It seemed to be Yahweh's meeting, and he did the talking. “So, Sterne, you brought us some enlightenupment maybe?” he asked.
“My name's not Sterne any more.”
“Oh, maybe you changed it to Smith, or Brown?”
“No.”
“So what do I call you? Schmuck? Schmendric?”
“Dai Lo.”
“Dai what?”
“Dai Lo.”
“Dai Lo, Dai Schmo, you really think I give a fuckin shit?” I was silent. The hot air in the sauna seared my throat and lungs.
“Big shot. He's a real big shot, isn't he? Real, real big shot.”
I wished if the Old Boy was going to smite me he'd just get it over with. It was hot in there and smelled like piss. Instead He just continued with the sermon. “Who the fuck are you to judge Me? You don't judge. I judge. It's my job, see, judging. I have no choice. I'm Yahweh, creator of all things—ALL. Good, evil, life, death, judgment, forgivingness. You want forgivingness, you got to have judgment. You think I like being this way. You think I wouldn't rather be all mellow and la-lala-lala down by the pool drinking margaritas. Ehh? But to do that I'd have to start a hepatitis outbreak from kids shitting in the shallow end. You see how it is, Big Shot? If you want forgiveingness talk to my boy Yahoo. He's a soft touch. He'd probably listen to your crap. Eh Yahoo?”

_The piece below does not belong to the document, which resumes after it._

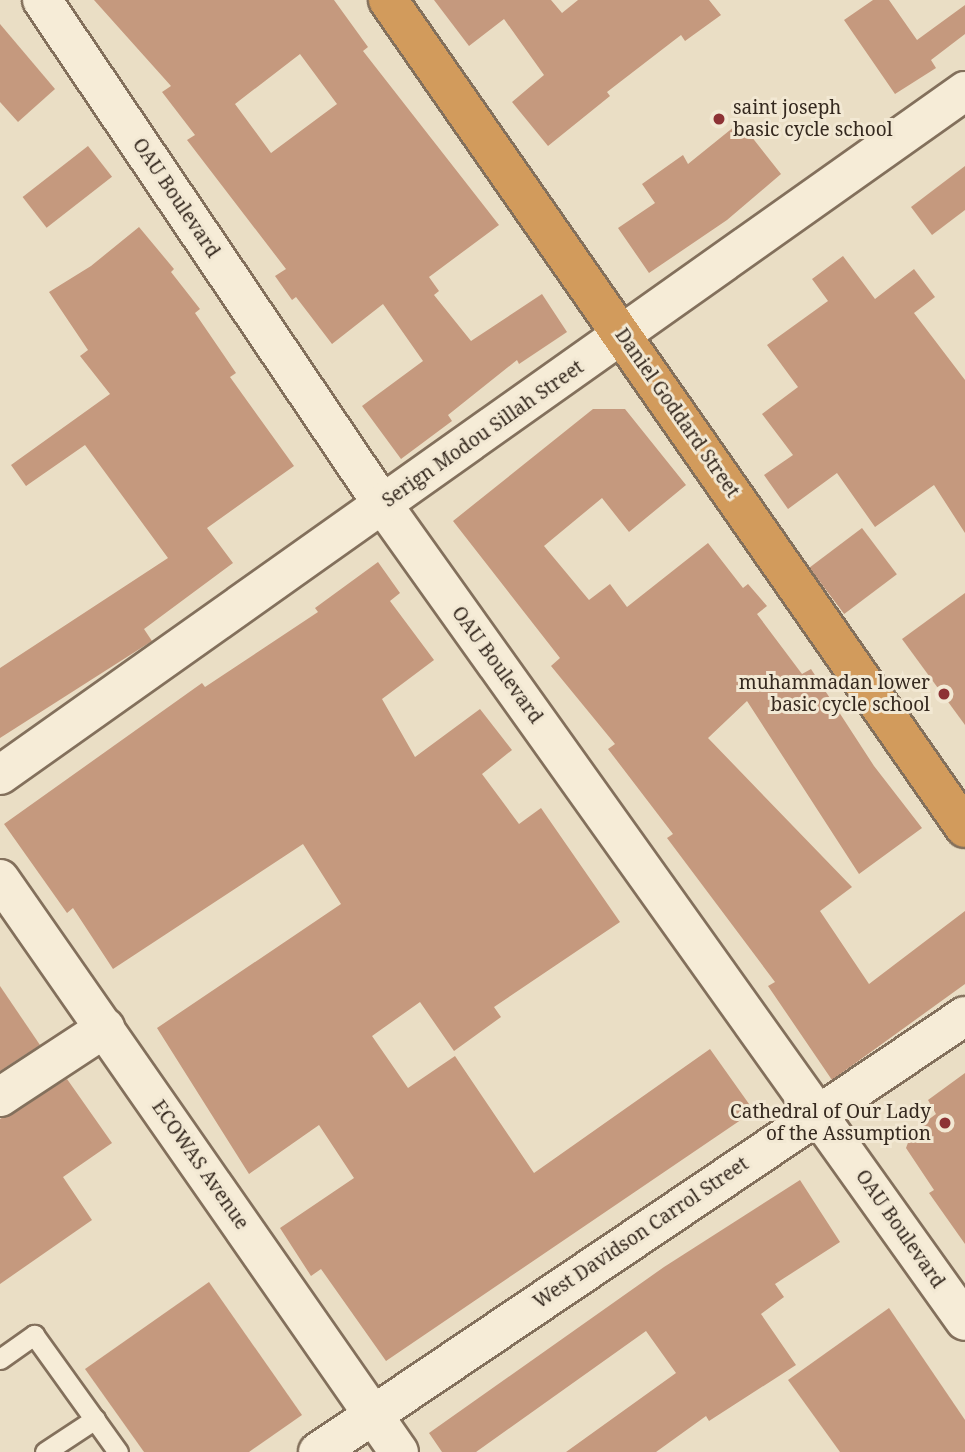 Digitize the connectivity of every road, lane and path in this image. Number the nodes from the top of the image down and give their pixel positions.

“That's not my name, Dad. I'm Jesus.”
“Vos ret ir epes? Vyzoso! Yahoo,” he scolded. “I tell you, things were all right in ages past, but today I can't get no respect. No respect. Look at that bastid Allah, stole my act, the bastid—look at him, the bastid.” He glared menacingly at the bearded twin gnawing and tugging at their conjoined knot, trying to break away.
A very old white-haired woman in a house-dress and babushka, wearing gray stockings and plain black shoes, knocked on the steamy window.
“You okay in there? Vant some fresh towels? Some kichel, some kuchen? A glass tea maybe?”
I eyeballed her quizzically.
“Lillith. She's getting old too.” He lit a cigar stub and coughed smoke in my direction.
“The old mystical feminine ain't what she used to be
Ain't what she used to be, ain't what she used to be.”
As he crooned, he seemed to forget I was there; then he suddenly looked up. “Whad're you still doing here? Go! Gedouta my sight,” he commanded weakly with the gesture of ultimate disapproval of Jewish fathers through the ages, turning away from me and simultaneously flicking me brusquely away from him with the backs of his fingers, uttering only a grumbled “Feh!” as if I was an insignificant bug.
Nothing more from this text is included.